Nous pensons que c’est à ce prix que nos pratiques infirmières ont quelques chances de maintenir leur tension entre désir et réalité.

Le métier de soignant en psychiatrie a connu, en d’autres temps, d’autres approches quand il s’appelait gardien des fous, et qu’il était centré sur le contrôle, la surveillance des patients, des traitements médicaux et l’adaptation aux normes de notre société. Cette profession-là n’est pas en danger. Elle s’est même généralisée.

Pour nous, infirmières ayant l’ambition d’une profession qui réfléchit à ce que soigner veut dire, ce qui est empêché aujourd’hui est agi sur plusieurs fronts. Mais c’est bien la relation humaine dans sa complexité, et dans la parole, qui est obstruée. C’est une certaine approche psychodynamique des soins psychiques, dans la relation transférentielle, que Freud et la psychanalyse développée par les générations qui ont suivi, a révélé comme étant la clé de voûte de notre psychisme et cause de ses souffrances.

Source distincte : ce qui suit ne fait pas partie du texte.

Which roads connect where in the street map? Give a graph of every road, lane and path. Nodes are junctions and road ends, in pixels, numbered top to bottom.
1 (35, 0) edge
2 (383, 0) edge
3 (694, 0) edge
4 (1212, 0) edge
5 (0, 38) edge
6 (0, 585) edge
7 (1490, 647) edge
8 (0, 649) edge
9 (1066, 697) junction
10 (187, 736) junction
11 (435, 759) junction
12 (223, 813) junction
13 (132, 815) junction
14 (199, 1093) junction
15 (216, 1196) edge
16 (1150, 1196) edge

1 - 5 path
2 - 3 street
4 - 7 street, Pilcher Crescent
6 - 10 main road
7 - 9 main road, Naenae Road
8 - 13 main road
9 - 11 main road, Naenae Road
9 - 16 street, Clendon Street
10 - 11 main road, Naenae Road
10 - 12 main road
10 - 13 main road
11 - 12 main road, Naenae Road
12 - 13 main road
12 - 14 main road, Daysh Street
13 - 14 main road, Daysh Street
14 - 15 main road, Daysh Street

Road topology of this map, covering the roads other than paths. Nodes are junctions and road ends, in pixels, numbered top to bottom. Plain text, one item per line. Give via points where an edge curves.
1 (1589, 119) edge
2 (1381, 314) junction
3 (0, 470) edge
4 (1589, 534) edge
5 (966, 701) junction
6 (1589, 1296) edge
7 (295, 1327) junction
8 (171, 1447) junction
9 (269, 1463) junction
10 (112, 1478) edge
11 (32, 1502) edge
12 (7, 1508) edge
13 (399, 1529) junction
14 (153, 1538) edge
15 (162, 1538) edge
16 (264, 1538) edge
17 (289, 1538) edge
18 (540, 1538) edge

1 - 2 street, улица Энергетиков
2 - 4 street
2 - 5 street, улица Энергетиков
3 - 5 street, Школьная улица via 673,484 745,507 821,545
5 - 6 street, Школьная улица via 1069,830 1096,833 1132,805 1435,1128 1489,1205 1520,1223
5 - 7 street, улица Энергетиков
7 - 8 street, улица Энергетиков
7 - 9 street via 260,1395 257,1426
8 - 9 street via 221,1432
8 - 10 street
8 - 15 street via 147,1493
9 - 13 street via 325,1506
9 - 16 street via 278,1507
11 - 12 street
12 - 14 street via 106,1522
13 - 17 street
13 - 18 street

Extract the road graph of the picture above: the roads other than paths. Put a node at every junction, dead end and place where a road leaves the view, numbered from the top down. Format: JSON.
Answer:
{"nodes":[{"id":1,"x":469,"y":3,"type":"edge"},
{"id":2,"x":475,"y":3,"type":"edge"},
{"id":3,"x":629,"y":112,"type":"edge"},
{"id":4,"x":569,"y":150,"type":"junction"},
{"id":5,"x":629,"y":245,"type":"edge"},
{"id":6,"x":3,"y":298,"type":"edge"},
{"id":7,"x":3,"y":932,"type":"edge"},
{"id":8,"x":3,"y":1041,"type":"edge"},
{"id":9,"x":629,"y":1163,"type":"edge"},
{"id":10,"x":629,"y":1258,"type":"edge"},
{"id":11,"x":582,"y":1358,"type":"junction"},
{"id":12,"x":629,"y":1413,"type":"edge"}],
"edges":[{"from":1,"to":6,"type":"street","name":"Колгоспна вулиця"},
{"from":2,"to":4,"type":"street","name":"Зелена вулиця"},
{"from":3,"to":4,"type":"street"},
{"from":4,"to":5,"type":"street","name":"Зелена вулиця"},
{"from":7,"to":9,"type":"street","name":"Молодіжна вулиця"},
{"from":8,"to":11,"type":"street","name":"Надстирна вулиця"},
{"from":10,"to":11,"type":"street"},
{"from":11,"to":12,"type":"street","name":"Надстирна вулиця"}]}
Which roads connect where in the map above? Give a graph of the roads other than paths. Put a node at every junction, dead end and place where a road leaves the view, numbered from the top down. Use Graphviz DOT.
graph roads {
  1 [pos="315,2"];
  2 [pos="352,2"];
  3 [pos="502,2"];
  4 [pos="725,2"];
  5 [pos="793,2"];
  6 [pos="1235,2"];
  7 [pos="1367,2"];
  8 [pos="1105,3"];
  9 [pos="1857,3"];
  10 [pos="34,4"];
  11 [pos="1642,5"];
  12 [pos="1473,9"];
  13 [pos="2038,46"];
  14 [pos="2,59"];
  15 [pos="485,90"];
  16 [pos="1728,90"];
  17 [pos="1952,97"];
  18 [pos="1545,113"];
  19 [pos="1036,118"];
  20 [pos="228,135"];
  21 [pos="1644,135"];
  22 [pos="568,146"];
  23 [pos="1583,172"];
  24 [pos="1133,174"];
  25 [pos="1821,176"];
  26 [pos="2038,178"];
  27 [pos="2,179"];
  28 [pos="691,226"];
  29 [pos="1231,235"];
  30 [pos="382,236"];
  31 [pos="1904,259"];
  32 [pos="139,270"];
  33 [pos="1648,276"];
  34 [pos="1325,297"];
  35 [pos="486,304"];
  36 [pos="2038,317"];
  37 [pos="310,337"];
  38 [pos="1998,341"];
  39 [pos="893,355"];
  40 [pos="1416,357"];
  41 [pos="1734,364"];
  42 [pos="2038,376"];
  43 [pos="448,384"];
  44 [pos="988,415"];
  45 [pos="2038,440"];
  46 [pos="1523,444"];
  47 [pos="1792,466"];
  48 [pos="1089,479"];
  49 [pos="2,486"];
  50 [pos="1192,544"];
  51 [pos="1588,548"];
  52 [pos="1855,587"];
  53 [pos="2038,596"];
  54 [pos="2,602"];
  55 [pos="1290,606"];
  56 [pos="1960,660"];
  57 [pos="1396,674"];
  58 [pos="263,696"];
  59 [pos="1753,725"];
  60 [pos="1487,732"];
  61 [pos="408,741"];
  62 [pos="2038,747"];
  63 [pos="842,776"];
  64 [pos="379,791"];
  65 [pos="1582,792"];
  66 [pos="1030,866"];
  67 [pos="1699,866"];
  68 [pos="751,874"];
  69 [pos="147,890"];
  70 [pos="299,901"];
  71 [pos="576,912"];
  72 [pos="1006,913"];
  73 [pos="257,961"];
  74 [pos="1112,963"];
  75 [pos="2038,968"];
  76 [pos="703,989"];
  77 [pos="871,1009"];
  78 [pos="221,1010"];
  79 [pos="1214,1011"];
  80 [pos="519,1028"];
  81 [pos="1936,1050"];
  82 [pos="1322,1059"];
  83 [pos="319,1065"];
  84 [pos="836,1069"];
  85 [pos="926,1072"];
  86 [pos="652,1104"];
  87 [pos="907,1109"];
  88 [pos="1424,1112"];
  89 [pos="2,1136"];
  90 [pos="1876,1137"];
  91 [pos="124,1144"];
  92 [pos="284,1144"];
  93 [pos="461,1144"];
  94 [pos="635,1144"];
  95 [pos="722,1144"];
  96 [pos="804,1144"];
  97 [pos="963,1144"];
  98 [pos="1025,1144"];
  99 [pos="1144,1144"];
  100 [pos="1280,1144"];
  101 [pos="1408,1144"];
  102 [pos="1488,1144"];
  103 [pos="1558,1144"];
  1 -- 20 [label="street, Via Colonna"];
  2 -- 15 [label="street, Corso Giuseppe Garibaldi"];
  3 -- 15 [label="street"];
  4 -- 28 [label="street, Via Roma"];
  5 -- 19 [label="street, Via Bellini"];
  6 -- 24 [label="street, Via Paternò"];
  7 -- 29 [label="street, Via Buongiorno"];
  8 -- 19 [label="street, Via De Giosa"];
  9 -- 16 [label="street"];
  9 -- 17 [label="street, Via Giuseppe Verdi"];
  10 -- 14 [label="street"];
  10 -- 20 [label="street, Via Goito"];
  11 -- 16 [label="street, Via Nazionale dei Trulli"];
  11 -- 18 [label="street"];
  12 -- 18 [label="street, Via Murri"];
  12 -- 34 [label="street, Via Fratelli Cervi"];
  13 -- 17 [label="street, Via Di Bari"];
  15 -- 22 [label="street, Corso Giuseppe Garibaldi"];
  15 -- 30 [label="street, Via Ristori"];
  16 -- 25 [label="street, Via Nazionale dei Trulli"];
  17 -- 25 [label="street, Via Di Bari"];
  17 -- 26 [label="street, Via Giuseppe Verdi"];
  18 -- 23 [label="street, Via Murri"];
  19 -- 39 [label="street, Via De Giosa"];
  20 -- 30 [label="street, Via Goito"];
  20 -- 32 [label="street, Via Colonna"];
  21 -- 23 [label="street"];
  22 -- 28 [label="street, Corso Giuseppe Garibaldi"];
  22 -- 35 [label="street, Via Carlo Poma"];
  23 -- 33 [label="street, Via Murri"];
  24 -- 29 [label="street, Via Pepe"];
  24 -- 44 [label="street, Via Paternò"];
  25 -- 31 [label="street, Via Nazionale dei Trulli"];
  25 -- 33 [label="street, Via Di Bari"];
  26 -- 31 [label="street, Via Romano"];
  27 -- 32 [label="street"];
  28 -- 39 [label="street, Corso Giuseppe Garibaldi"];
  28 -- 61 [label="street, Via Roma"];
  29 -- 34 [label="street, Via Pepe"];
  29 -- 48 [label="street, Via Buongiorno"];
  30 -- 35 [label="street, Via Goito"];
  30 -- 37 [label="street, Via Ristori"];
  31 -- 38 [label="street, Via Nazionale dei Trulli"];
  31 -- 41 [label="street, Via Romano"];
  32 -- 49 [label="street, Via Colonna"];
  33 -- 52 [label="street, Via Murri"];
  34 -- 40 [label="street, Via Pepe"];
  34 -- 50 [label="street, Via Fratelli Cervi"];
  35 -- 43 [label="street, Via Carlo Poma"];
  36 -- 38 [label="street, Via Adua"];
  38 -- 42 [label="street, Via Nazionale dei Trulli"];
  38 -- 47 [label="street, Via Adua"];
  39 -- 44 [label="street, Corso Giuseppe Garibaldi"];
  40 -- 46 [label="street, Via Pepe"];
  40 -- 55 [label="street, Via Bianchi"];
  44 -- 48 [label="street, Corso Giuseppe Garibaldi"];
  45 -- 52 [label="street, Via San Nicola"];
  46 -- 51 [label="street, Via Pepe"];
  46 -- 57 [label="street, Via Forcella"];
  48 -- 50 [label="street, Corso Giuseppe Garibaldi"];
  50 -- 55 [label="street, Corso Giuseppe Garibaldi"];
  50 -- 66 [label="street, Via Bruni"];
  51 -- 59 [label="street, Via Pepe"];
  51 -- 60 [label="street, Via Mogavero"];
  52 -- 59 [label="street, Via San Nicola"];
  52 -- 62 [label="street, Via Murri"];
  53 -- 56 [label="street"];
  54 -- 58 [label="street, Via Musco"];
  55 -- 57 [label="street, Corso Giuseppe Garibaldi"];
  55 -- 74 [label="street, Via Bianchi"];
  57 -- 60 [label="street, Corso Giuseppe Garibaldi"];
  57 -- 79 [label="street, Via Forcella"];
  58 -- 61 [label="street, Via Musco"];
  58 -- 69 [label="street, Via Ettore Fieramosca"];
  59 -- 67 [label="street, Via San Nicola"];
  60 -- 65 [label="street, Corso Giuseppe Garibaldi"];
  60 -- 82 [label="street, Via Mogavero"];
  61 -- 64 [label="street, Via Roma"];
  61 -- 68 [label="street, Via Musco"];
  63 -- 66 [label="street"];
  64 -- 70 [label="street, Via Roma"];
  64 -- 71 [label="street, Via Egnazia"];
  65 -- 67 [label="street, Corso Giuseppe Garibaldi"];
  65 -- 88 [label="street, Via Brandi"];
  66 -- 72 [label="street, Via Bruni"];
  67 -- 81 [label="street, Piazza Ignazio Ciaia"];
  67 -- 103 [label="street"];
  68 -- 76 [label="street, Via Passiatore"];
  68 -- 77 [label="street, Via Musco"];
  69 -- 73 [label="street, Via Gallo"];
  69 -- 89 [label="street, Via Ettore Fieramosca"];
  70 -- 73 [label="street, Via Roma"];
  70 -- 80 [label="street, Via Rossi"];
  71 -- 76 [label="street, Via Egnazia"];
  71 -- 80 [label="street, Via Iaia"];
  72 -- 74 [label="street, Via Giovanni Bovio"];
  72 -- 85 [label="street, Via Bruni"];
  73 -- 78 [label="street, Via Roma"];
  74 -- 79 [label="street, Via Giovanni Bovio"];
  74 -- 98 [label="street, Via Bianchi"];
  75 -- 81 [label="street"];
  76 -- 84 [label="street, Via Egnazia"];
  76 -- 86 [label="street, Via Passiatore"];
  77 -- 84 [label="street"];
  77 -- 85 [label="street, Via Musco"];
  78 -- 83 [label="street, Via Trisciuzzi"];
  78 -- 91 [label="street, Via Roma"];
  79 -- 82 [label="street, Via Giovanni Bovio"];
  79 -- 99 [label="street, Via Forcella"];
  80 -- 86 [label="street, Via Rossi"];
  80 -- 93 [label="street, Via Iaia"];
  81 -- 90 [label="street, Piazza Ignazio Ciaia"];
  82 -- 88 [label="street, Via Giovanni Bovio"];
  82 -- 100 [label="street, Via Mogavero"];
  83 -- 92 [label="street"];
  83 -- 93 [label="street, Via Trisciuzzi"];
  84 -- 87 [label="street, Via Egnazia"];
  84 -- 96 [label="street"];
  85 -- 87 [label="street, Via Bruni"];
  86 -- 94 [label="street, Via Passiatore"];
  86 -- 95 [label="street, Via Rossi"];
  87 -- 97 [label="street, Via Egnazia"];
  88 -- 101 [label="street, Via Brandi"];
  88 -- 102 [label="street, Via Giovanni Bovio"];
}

C’est ce lien au langage, à la relation et au temps nécessaire à son instauration entre deux sujets qui, aujourd’hui, est attaqué dans les soins infirmiers en psychiatrie. Il nous faut réaffirmer, en tant qu’infirmières, la défense d’une causalité psychique des pathologies psychiatriques.

Jusqu’en 1992, date de la suppression du diplôme d’infirmier de secteur psychiatrique, la profession avait acquis, grâce à une formation spécifique et l’éclairage de la psychanalyse, ses galons de soignants. Aujourd’hui cet acquis est à reconquérir.

Mais c’est une autre question, autant dire un chantier, que nous n’aurons pas le temps d’aborder aujourd’hui.

Nous vous remercions de votre attention.

 

13 octobre 2023,  

Julie Cubells, Madeleine Jimena Friard.